VoxEU Column COVID-19

How widespread is coronavirus in New York? We need to know

29 Mar 2020

Coronavirus is already widespread but the true number of cases in the population may be as much as 50 or 100 times the number currently testing positive. This column argues that we need accurate population-level numbers if we want to make reasonable policy decisions. It suggests that a random sample of 5,000 people is large enough to pin down the prevalence of COVID-19 infection, and will improve our understanding of transmission and of how prevention measures are working.

David Canning

Richard Saltonstall Professor of Population Sciences Harvard T.H. Chan School of Public Health

David Bloom

Clarence James Gamble Professor of Economics and Demography Harvard University

As of 29 March, over 52,000 people had tested positive for SARS-CoV-2, the virus that causes COVID-19, in New York State. But how many are really infected? We don’t know.

Only those who have symptoms or are otherwise considered at high risk due to contact with individuals confirmed to be infected are likely to be tested. Moreover, many apparently symptomatic individuals have been unable to get tested, and even more people may be infected but remain asymptomatic, fail to recognise their symptoms, or fail take them seriously.

We urgently need to know the actual numbers of symptomatic and asymptomatic infections in the community if we want to accurately assess the epidemic and make the right policy decisions.

The true number of cases in the population must be higher than the number tested positive so far, but we don’t know by how much. Very conservative estimates would be that actual case totals are 2 or 3 times larger than the number of positive tests. Epidemiological modelers at Harvard and John Hopkins have suggested that the true figure might be as much as 10 or 20 times higher than has been reported. And in the UK, recent estimates based on symptoms rather than testing suggest that the real ratio of cases to positive tests might be even higher, perhaps as much as 50- or 100-fold.

How can we determine the actual number? In an ideal world, we would test everyone and test them repeatedly. But constraints on the number of available test kits, other essential medical supplies, laboratory capacity, and personnel render such an approach impossible at this time.

A feasible, alternative approach is to test a representative random sample of 5,000 people in New York State. Based on our statistical calculations, this sample size is large enough to pin down the prevalence of COVID-19 infection accurately within a margin of error of 1.5 percentage points. Employing this strategy would be akin to using exit polls to predict the outcome of an election – which has been done with decent success historically.

In addition to testing, we should take people’s temperatures and ask about symptoms; we should do this for both the individuals in the sample and others in their households. We should also ask about any precautionary measures the sampled individuals are taking, including social distancing, so we can better understand who is getting infected and improve our transmission models and prevention advice.

To implement such a sampling strategy, a number of elements and precautions must be in place. First, we have to ensure the safety of the testers, as well as those they visit, by provisioning the testers with adequate protective gear. Second, we need people to consent to being tested; we can appeal to their public responsibility, but also offer prompt medical treatment for those who test positive.

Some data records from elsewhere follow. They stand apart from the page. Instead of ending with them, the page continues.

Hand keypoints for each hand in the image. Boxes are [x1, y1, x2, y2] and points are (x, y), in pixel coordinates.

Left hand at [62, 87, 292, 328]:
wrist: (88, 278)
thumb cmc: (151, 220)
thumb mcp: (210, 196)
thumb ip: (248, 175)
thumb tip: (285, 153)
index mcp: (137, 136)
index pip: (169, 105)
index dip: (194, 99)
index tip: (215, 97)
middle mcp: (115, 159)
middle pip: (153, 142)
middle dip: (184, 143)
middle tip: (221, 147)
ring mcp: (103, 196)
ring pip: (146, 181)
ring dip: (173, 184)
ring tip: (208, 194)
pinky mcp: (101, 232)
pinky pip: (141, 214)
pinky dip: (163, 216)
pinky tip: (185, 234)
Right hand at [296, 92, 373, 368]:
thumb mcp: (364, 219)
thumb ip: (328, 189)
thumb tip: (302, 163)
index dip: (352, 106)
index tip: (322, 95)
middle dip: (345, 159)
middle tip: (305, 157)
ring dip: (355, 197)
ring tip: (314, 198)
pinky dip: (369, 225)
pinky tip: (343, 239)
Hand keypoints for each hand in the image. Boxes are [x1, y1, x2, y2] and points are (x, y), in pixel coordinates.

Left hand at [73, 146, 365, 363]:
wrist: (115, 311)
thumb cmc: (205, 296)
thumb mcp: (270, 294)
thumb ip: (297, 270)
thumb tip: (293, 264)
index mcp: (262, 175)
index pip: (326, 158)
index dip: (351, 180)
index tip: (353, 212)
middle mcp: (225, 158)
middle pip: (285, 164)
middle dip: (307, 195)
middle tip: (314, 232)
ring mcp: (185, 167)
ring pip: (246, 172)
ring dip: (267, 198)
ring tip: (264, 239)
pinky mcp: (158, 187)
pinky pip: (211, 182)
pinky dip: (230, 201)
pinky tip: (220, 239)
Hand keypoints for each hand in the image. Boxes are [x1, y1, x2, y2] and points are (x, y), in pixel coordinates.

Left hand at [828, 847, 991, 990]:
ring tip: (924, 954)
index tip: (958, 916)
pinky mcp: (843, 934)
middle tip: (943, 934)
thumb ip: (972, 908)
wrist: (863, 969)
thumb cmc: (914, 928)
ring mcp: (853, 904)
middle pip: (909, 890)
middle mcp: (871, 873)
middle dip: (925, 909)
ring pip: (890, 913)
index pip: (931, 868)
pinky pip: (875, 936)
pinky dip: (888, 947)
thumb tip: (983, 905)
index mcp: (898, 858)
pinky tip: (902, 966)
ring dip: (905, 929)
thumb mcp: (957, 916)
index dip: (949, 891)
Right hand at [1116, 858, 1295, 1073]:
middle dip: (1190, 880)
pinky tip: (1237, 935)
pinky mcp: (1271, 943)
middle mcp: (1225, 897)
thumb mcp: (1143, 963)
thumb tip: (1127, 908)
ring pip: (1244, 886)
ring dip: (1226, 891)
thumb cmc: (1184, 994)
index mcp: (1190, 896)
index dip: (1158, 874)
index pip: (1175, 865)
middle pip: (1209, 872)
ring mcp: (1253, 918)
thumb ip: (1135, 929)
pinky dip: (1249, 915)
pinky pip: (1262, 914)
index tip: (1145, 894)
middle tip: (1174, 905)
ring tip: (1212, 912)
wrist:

Finally, there is the issue of securing enough test kits and the accompanying supplies, all of which remain scarce. With testing still being rationed among the acutely ill, setting aside kits for community surveillance may seem like a secondary or even tertiary concern. To be sure, those who are ill and need a diagnosis should remain a priority, but we also need to know how many are infected in the community and potentially spreading the disease. As more test kits become available, setting aside a portion to achieve a basic level of community surveillance is likely to pay tremendous dividends. In addition, we would benefit greatly from knowing how many have recovered from infection and are now potentially immune, but this cannot be achieved until a high-quality serological antibody test is developed and produced at scale.

A key question at the moment is when can the state move to less-restrictive social distancing measures focused primarily on isolating those with active infection as well as quarantining their known contacts? The high number of confirmed cases, considered along with reports of hospitals already feeling significant strain, strongly suggests that the current rate of infection is too high to transition to this type of case-control method at the moment. Still, there is reason to hope that we can pursue a more targeted strategy once present measures have succeeded in resetting the epidemic curve. But we can only do so safely if we have confidence in our ability to accurately assess the prevalence of infection and its trajectory.

Our capacity for prevention and control of COVID-19 infection will be greatly enhanced by better surveillance data. Fortunately, such data are well within reach, and constitute an offer we must not refuse.